[Stored items from a collection]
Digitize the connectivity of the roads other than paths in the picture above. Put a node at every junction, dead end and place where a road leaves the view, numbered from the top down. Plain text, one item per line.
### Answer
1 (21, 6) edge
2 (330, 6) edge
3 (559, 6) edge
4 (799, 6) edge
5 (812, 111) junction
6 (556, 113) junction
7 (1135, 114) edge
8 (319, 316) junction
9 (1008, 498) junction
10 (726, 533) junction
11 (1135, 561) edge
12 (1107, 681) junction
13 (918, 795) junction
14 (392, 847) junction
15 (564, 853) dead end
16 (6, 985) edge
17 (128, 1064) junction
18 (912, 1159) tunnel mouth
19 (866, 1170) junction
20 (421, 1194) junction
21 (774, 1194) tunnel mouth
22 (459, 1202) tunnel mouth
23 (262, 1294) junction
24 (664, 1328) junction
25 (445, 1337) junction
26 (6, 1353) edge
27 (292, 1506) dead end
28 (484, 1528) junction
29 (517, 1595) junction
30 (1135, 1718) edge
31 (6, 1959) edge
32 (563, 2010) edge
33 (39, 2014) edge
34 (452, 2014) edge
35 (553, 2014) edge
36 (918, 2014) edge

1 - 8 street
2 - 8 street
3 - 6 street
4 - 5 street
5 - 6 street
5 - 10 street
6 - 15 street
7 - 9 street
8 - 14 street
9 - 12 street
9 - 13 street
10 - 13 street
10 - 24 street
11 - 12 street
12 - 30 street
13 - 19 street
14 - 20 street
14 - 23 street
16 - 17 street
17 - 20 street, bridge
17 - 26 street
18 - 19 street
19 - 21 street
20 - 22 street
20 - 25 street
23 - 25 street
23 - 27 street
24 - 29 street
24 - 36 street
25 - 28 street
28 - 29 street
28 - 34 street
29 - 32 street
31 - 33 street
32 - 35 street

> PROBLEM DESCRIPTION:
The response consists of the lines above that contain "dead".

> WRITTEN ANSWER:
Digitize the connectivity of the roads other than paths in the picture above. Put a node at every junction, dead end and place where a road leaves the view, numbered from the top down. Plain text, one item per line.
15 (564, 853) dead end
27 (292, 1506) dead end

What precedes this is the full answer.